Scan the data below for lines holding the word "tunnel", and copy each line found.

Data to use
>>>>>

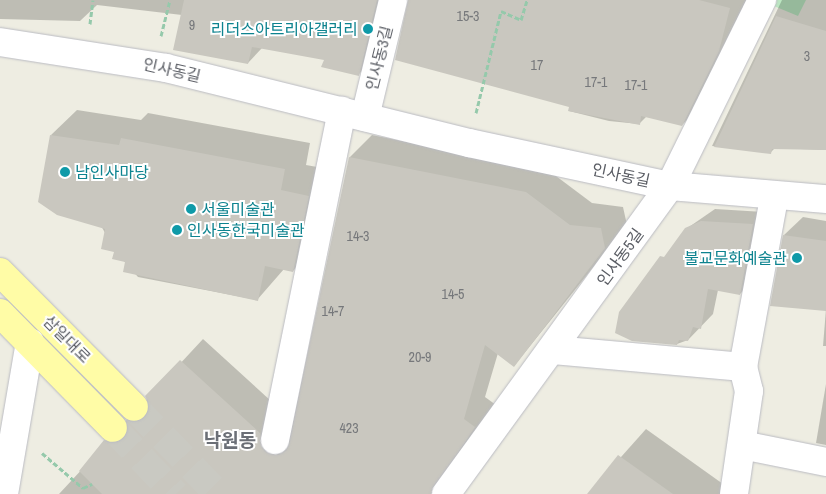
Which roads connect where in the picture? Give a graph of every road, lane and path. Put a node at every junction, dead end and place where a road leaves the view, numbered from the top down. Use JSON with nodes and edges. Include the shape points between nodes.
{"nodes":[{"id":1,"x":170,"y":0,"type":"edge"},
{"id":2,"x":393,"y":0,"type":"edge"},
{"id":3,"x":527,"y":0,"type":"edge"},
{"id":4,"x":762,"y":0,"type":"edge"},
{"id":5,"x":0,"y":42,"type":"edge"},
{"id":6,"x":153,"y":66,"type":"junction"},
{"id":7,"x":353,"y":114,"type":"junction"},
{"id":8,"x":469,"y":143,"type":"junction"},
{"id":9,"x":670,"y":186,"type":"junction"},
{"id":10,"x":774,"y":198,"type":"junction"},
{"id":11,"x":826,"y":200,"type":"edge"},
{"id":12,"x":0,"y":272,"type":"edge"},
{"id":13,"x":0,"y":313,"type":"edge"},
{"id":14,"x":30,"y":342,"type":"junction"},
{"id":15,"x":553,"y":350,"type":"junction"},
{"id":16,"x":743,"y":367,"type":"junction"},
{"id":17,"x":134,"y":407,"type":"tunnel mouth"},
{"id":18,"x":113,"y":428,"type":"tunnel mouth"},
{"id":19,"x":17,"y":431,"type":"junction"},
{"id":20,"x":275,"y":440,"type":"dead end"},
{"id":21,"x":742,"y":445,"type":"junction"},
{"id":22,"x":826,"y":462,"type":"edge"},
{"id":23,"x":92,"y":484,"type":"dead end"},
{"id":24,"x":4,"y":494,"type":"edge"},
{"id":25,"x":446,"y":494,"type":"edge"},
{"id":26,"x":734,"y":494,"type":"edge"}],
"edges":[{"from":1,"to":6,"type":"path"},
{"from":2,"to":7,"type":"street","name":"인사동3길"},
{"from":3,"to":8,"type":"path","via":[[521,20],[501,11]]},
{"from":4,"to":9,"type":"street","name":"인사동5길"},
{"from":5,"to":6,"type":"street","name":"인사동길"},
{"from":6,"to":7,"type":"street","name":"인사동길"},
{"from":7,"to":8,"type":"street","name":"인사동길"},
{"from":7,"to":20,"type":"street"},
{"from":8,"to":9,"type":"street","name":"인사동길"},
{"from":9,"to":10,"type":"street","name":"인사동길"},
{"from":9,"to":15,"type":"street","name":"인사동5길"},
{"from":10,"to":11,"type":"street","name":"인사동길"},
{"from":10,"to":16,"type":"street"},
{"from":12,"to":17,"type":"main road","name":"삼일대로"},
{"from":13,"to":14,"type":"main road","name":"삼일대로"},
{"from":14,"to":18,"type":"main road","name":"삼일대로"},
{"from":14,"to":19,"type":"street","name":"삼일대로"},
{"from":15,"to":16,"type":"street"},
{"from":15,"to":25,"type":"street","name":"인사동5길"},
{"from":16,"to":21,"type":"street","via":[[749,391]]},
{"from":19,"to":23,"type":"path","via":[[83,488]]},
{"from":19,"to":24,"type":"street","name":"삼일대로"},
{"from":21,"to":22,"type":"street"},
{"from":21,"to":26,"type":"street"}]}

<<<<<

Response to the exercise
{"id":17,"x":134,"y":407,"type":"tunnel mouth"},
{"id":18,"x":113,"y":428,"type":"tunnel mouth"},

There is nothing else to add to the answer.